Abstract

The collaboration between NEC, Microsoft and Intel is bearing fruit, offering high-end capabilities often associated with the mainframe environment, but in the world of Windows Servers on Intel Dual-Core Intel® Itanium® 2 processors. The partnering of these technologies is delivering a high availability capability, called Dynamic Hardware Partitioning, through the NEC Express5800/1000 Series, the Intel Itanium platform with its Machine Check Architecture (MCA), and Microsoft Windows Server 2008 (formerly codename Longhorn). The combination provides mainframe-class reliability, availability and serviceability (RAS) by allowing processors, memory, and I/O to be dynamically allocated to a partitioned operating environment (hot add) during peak processing times, without having to reboot the operating system. Going one step further, this Dynamic Hardware Partitioning allows faulting processors or memory to be replaced, with no interruption to the critical running OS or applications (hot replace).

Business Drivers

Tightening financial concerns and increasing 24x7 business demands within corporations are driving more and more companies to look for cost-effective, yet highly available alternatives for running their critical business applications. Companies cannot afford to have their data center servers down for hours or even minutes at a time. This is forcing stricter RAS requirements on their infrastructure. IT is being pushed to deliver mainframe-class RAS, but without a mainframe budget.

This need is driving users to evaluate options such as Intel Itanium-based servers running Microsoft Windows Server, as the building blocks for their business-critical applications in their data centers.
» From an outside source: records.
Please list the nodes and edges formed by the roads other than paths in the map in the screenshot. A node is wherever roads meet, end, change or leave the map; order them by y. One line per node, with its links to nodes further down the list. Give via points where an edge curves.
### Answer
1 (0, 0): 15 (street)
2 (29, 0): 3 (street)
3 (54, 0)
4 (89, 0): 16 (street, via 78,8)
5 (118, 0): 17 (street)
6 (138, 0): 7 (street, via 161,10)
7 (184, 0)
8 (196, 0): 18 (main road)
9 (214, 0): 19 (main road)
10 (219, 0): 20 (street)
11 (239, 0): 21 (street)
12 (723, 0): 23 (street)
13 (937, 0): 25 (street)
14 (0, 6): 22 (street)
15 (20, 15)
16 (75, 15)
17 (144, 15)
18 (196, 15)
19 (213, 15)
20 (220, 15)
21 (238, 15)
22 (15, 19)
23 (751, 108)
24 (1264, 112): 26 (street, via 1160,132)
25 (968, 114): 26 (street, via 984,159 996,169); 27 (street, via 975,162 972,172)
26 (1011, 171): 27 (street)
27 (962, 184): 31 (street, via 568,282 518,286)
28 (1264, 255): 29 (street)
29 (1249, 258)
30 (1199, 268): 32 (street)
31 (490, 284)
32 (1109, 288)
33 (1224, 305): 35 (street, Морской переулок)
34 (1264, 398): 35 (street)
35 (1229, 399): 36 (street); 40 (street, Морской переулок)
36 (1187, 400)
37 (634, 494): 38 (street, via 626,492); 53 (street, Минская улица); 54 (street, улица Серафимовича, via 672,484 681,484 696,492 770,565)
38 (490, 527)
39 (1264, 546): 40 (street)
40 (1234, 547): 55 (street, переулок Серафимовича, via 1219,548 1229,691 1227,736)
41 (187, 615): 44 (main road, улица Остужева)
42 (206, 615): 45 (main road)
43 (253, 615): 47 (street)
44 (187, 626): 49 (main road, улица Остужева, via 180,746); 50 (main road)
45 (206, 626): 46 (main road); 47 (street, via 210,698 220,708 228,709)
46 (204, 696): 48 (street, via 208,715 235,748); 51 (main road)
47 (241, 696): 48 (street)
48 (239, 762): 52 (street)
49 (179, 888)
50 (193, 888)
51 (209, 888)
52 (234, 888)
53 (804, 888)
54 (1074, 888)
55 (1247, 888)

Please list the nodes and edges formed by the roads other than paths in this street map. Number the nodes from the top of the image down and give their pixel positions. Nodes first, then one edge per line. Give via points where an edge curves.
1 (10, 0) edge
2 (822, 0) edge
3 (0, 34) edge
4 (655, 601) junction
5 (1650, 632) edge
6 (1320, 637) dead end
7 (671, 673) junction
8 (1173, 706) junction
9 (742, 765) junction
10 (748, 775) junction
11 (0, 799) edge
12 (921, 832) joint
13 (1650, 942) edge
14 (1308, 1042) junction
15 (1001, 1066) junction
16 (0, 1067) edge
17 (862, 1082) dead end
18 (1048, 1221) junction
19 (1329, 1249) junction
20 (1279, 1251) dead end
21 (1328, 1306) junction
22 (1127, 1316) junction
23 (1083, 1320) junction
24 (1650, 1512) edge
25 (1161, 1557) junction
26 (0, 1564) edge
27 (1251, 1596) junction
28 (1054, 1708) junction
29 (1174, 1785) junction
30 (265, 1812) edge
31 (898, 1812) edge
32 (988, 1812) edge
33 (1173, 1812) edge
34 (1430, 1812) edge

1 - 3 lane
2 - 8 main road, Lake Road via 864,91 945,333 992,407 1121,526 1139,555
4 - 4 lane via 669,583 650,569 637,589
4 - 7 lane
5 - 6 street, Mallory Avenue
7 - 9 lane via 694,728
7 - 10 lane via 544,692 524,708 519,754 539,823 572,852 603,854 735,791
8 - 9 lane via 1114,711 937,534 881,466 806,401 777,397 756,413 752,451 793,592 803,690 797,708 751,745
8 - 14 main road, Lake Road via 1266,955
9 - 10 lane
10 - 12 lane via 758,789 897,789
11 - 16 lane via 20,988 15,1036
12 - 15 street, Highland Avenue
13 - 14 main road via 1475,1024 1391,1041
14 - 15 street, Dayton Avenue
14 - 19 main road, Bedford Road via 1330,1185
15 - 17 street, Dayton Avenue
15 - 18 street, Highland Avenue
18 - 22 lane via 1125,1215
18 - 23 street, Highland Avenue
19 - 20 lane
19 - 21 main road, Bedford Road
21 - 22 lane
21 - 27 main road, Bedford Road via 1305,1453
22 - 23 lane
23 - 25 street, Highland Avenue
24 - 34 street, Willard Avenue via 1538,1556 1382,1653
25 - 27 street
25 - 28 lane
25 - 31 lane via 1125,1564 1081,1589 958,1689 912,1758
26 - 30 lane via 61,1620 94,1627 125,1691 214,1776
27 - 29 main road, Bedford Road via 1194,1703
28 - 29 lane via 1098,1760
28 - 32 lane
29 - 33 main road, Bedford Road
Delivering Through Partnership

The partnering between NEC, Intel, and Microsoft brings together the experiences and strengths of each to this solution. NEC brings a long history developing some of the most powerful mainframes in the world. Intel offers its high-end Dual-Core Intel® Itanium® 2 processors with the ability to automatically handle 99.99% of memory and processor errors. Microsoft is using its OS experience to deliver the latest and most sophisticated, full-featured release of Windows Server. Together, these vendors' solutions offer the promise of mainframe-class RAS without the high costs.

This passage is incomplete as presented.